Spain plans to introduce a cabinet law on gender equality

The Spanish prime minister plans to introduce a gender quota at the highest levels of government through a law requiring each gender to hold at least 40 percent of cabinet posts.
The move, announced by Socialist leader Pedro Sánchez, will make Spain one of the first European countries with a legally binding cabinet quota and is part of a broader package of gender equality measures.
“If women represent half of society, then half of the political power and half of the economic power must belong to women,” Sánchez said on Saturday, where he announced that a bill on gender equality would be adopted at a cabinet meeting on Tuesday.
In Sánchez’s government, 14 of the 23 cabinet members, or 61 percent, are women, including the country’s three deputy prime ministers – Nadia Calviño, Yolanda Díaz and Teresa Ribera – as well as the finance and defense ministers.
Men make up 39 per cent of the current cabinet, just short of the proposed law’s requirement that “each gender make up at least 40 per cent of the total number of posts”, including the prime minister, deputy prime ministers and all ministers.
The law, which must be voted on by Parliament after Cabinet approval, will also require “an equal number of women and men” on political party lists of candidates for national, regional, local and European elections.
The first similar quota in Europe was introduced by Belgium in 1994, which stipulated that the number of candidates of one gender on an electoral list could not exceed two-thirds. Under French law, since 2000, electoral lists must be 50/50 balanced at most levels.
Chancellor Olaf Scholz made a commitment to gender equality in his cabinet when he took office in 2021, but there have been more male than female ministers since January after he replaced Defense Minister Christine Lambrecht with Boris Pistorius.
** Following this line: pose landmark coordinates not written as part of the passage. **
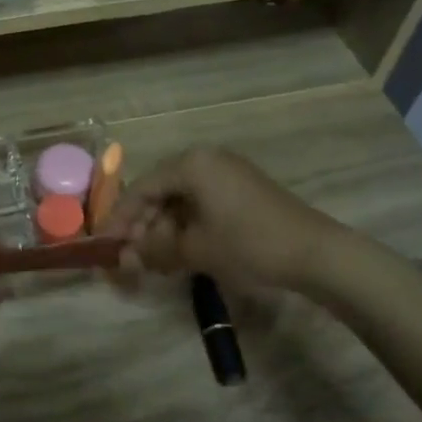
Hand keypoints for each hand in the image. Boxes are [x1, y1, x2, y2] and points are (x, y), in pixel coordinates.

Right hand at [101, 146, 346, 294]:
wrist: (316, 253)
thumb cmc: (249, 244)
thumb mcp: (196, 249)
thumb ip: (155, 249)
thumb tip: (126, 256)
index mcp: (191, 164)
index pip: (141, 188)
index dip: (120, 219)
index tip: (105, 245)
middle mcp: (206, 160)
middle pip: (160, 192)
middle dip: (143, 226)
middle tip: (130, 259)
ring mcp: (226, 173)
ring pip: (180, 199)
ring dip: (164, 229)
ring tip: (154, 261)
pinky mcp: (241, 190)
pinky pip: (201, 203)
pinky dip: (186, 226)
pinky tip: (180, 251)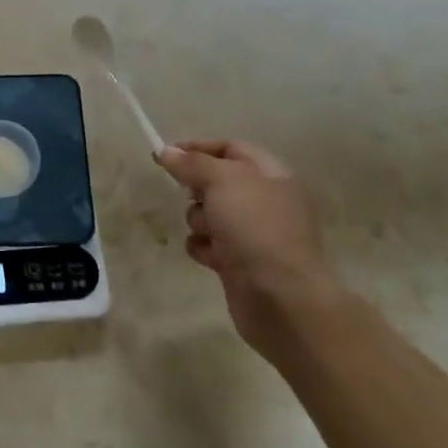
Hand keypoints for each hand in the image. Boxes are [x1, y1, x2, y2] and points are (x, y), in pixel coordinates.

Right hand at [156, 139, 341, 360]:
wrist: (282, 299)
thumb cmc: (256, 228)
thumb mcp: (223, 181)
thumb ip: (192, 163)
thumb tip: (166, 151)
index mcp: (272, 175)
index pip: (231, 148)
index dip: (199, 148)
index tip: (166, 154)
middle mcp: (265, 201)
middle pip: (217, 182)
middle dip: (197, 188)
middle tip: (191, 195)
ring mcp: (253, 234)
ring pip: (209, 214)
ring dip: (199, 220)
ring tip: (207, 232)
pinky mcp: (240, 263)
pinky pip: (209, 244)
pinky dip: (204, 248)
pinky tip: (209, 257)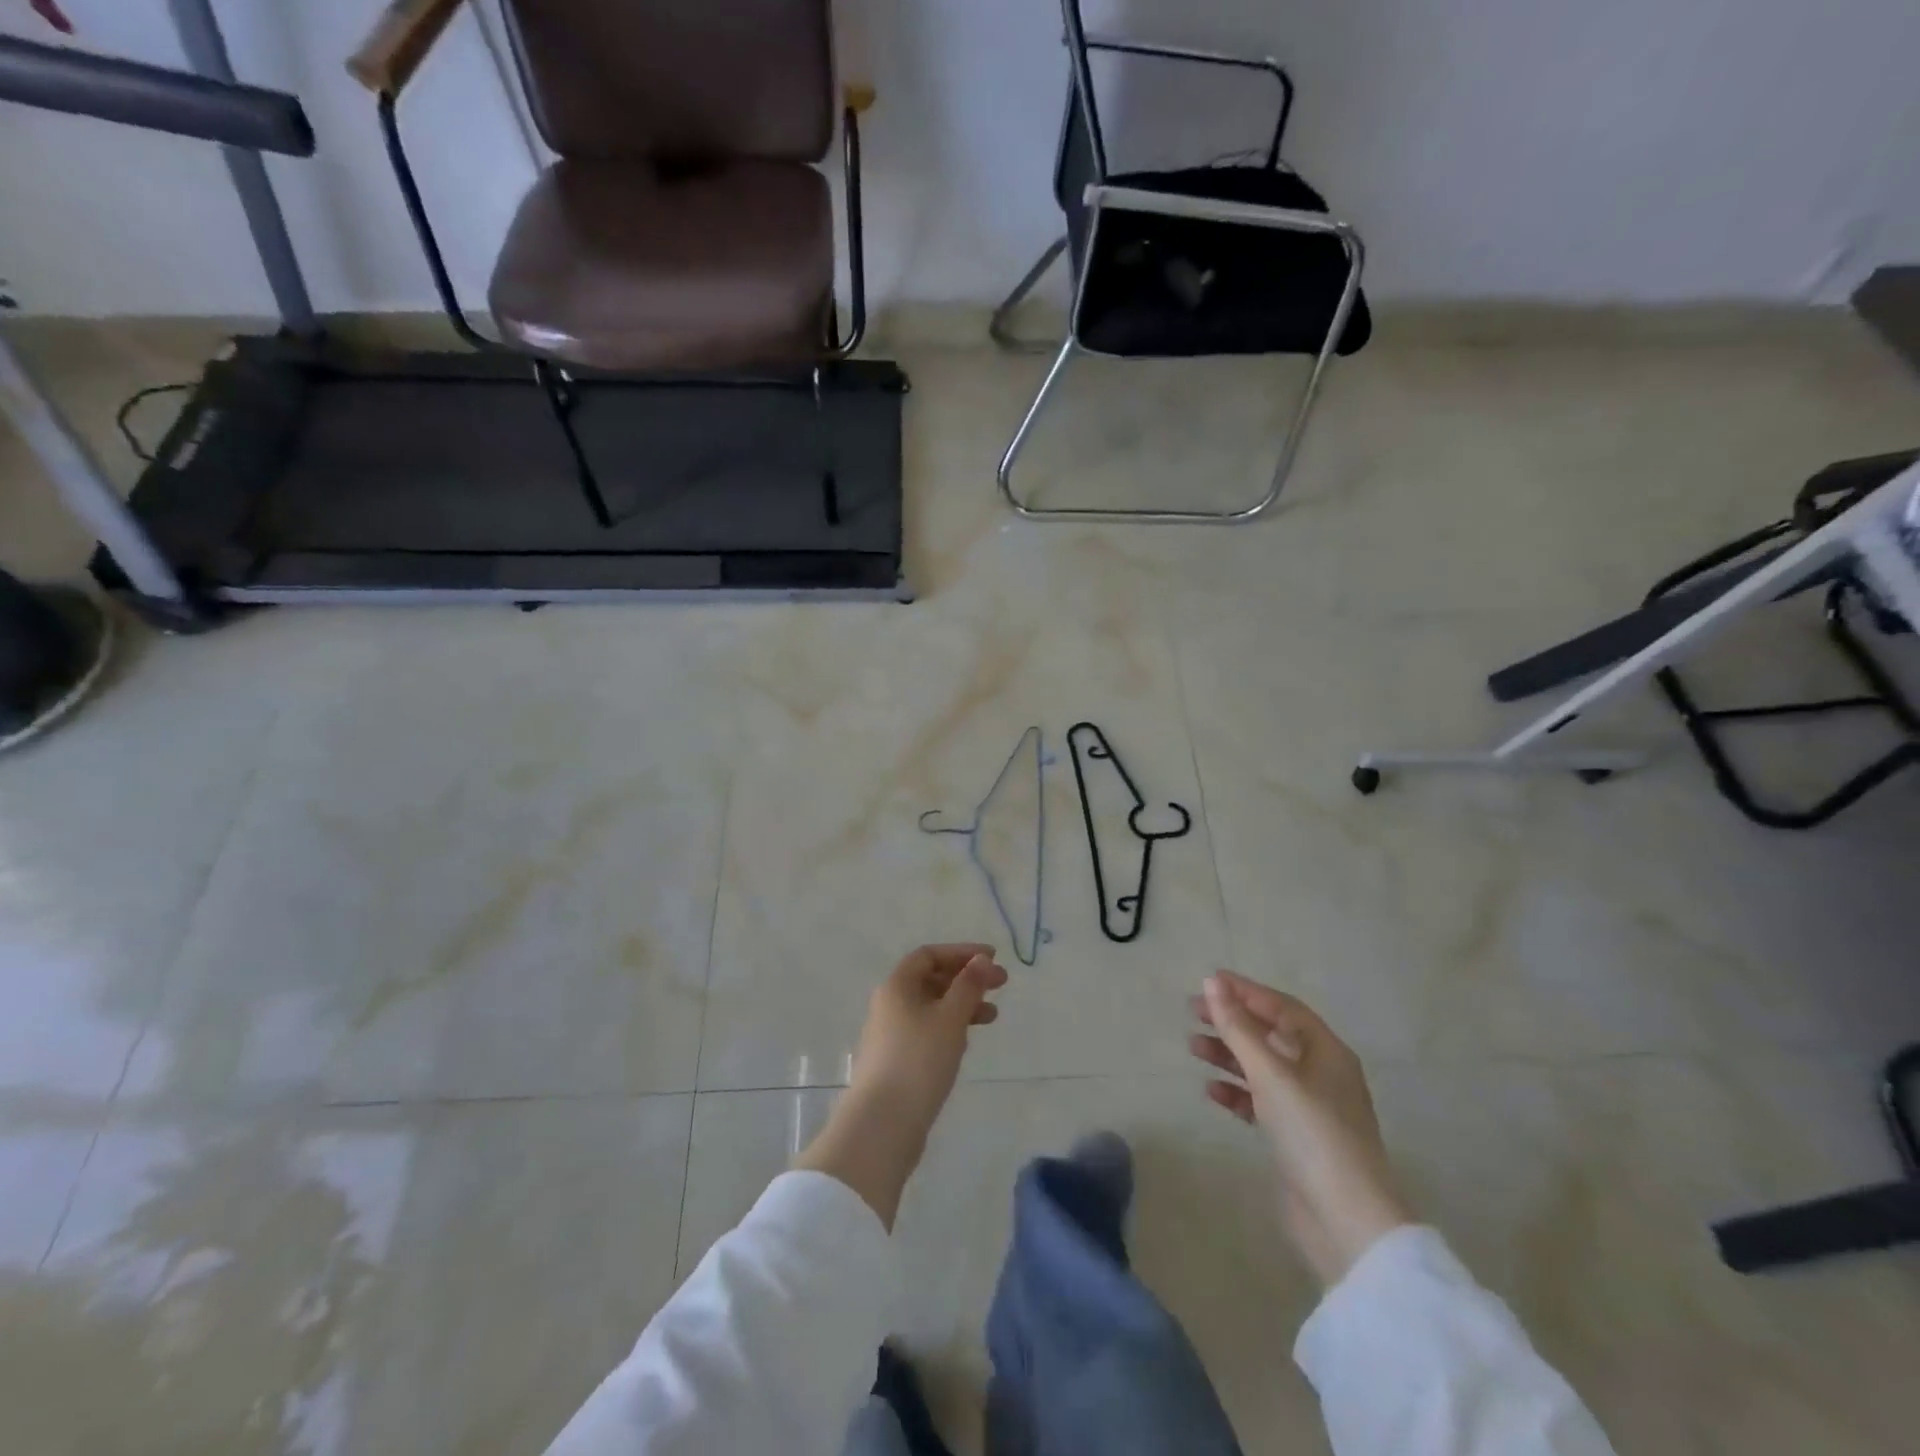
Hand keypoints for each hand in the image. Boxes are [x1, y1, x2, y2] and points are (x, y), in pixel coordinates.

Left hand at [796, 944, 1007, 1228]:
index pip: (929, 955)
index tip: (992, 959)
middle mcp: (890, 1004)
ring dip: (962, 1005)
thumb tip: (982, 959)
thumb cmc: (919, 1060)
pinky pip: (927, 1031)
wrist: (883, 1124)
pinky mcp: (896, 1061)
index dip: (962, 953)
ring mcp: (891, 1034)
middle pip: (931, 980)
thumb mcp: (950, 1017)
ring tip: (992, 1017)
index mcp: (897, 986)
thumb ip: (969, 986)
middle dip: (966, 979)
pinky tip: (966, 1041)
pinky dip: (950, 1027)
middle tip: (1001, 986)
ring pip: (931, 1007)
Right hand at [1190, 972, 1411, 1288]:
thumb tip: (1212, 982)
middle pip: (1271, 1035)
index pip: (1282, 1008)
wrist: (1345, 1221)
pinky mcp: (1296, 1138)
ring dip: (1229, 1055)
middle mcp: (1320, 1073)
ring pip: (1262, 1068)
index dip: (1246, 991)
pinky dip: (1237, 1092)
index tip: (1209, 982)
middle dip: (1233, 1022)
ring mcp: (1309, 1107)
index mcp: (1326, 1051)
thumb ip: (1238, 1027)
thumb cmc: (1312, 1133)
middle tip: (1193, 1012)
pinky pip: (1260, 1102)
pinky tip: (1211, 1092)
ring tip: (1193, 1048)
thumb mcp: (1270, 1074)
In France, President Emmanuel Macron has extended his predecessor François Hollande’s pledges to have a 50:50 gender balance in his 44-member cabinet, including among junior ministers and secretaries of state, although there is no legal obligation to maintain this.
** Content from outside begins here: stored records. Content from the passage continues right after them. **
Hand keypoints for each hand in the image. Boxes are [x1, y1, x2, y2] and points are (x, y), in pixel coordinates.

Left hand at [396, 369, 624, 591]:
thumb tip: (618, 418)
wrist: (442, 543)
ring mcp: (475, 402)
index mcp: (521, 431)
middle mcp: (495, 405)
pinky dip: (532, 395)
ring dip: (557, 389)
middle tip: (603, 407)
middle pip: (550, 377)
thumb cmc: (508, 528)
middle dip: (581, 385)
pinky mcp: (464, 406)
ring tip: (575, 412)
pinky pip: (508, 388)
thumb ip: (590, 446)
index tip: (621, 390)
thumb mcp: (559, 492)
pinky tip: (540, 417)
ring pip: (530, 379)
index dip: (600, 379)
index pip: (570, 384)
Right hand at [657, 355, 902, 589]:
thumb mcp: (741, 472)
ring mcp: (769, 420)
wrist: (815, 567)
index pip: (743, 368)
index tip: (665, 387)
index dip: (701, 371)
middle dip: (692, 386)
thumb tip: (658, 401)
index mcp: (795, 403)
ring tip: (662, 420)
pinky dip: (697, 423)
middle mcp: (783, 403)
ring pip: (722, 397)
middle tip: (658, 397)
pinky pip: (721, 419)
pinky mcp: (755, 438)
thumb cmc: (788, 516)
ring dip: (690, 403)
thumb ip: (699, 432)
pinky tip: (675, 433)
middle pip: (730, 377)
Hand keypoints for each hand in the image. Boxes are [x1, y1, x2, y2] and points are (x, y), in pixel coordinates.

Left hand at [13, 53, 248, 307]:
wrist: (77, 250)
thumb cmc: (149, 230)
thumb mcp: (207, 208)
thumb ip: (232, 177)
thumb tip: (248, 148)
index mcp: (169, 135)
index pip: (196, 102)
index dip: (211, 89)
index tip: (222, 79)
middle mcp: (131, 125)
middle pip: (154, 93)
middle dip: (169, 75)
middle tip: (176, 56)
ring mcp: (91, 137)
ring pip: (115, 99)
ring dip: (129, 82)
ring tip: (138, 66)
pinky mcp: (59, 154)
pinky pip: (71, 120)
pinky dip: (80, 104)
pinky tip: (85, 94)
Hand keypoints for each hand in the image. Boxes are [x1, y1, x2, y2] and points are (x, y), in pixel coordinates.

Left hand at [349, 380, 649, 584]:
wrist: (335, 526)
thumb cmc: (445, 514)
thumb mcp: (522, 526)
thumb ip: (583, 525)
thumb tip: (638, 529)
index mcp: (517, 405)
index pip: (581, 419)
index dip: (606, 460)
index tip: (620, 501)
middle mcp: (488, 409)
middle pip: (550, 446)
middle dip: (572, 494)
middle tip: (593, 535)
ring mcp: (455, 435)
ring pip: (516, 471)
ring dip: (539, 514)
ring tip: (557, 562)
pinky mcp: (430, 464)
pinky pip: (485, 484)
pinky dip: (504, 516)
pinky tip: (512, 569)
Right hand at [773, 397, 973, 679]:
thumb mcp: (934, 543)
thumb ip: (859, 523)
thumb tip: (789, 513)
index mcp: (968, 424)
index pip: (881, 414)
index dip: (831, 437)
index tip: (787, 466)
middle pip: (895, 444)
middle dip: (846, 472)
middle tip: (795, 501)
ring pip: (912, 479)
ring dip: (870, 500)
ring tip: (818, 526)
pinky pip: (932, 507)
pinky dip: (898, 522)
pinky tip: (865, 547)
In Spain’s corporate world, the proposed law requires each gender to hold at least 40 percent of the board seats of all listed companies by July 2024. Similar requirements already exist in other European countries such as France, where there have already been rules for large companies since 2011.
An EU directive passed last year requires all member states to legislate to ensure that by 2026 at least 40 percent of non-executive directorships in publicly traded companies are filled by “members of the underrepresented sex”.
At that time, the EU found that women accounted for around 60 percent of new university graduates in the EU, but only 31.5 percent of company board members.
The announcement was not cheered by left-wing party Unidas Podemos, Sánchez’s coalition partner, who was the driving force behind legislation allowing anyone over 16 to change their legally registered gender.
Ione Belarra, a Podemos member and social rights minister, said the government should focus on people’s “real problems”, such as unaffordable housing costs.
“Feminism isn’t about Ana Patricia Botín and Marta Ortega running a big company,” Belarra said, referring to the wealthy chairs of Santander and Zara-owner Inditex.